─── GIVEN DATA ───
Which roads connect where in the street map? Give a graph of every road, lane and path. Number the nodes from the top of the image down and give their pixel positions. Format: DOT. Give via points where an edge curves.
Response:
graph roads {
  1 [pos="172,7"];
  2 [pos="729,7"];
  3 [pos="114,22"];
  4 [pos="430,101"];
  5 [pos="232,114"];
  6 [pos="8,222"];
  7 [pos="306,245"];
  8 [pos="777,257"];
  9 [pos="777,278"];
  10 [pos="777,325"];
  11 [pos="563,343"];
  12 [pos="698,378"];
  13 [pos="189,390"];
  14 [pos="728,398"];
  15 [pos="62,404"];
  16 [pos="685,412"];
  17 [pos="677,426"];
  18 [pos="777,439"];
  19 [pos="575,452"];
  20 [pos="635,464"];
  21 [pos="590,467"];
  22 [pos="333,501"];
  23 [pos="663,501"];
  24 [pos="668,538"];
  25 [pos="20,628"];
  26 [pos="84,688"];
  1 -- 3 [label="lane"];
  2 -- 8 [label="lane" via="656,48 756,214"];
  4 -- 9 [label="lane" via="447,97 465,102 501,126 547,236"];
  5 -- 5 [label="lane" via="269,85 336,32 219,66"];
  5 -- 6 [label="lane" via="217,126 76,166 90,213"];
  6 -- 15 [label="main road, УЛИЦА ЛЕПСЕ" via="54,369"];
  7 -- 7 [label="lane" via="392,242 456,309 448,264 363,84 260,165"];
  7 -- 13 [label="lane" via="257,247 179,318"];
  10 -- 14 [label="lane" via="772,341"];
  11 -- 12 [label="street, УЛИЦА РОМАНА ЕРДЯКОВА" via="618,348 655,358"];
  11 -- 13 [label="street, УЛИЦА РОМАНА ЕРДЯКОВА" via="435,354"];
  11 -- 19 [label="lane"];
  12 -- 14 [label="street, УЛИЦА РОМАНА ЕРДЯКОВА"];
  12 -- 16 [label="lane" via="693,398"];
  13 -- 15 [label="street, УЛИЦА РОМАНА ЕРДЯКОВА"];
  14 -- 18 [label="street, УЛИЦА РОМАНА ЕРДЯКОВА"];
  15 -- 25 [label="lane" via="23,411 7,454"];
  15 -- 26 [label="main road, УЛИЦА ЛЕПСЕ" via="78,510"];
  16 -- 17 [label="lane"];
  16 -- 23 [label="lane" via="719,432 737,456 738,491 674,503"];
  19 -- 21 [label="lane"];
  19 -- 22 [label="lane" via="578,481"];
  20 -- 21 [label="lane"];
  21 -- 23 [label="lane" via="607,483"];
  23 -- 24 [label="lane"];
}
───
TASK TO CARRY OUT | Please show every line of the entries above that contains the word "ЛЕПСЕ".

RESPONSE BELOW |
  6 -- 15 [label="main road, УЛИЦА ЛЕПСЕ" via="54,369"];
  15 -- 26 [label="main road, УЛИЦА ЛЕПСЕ" via="78,510"];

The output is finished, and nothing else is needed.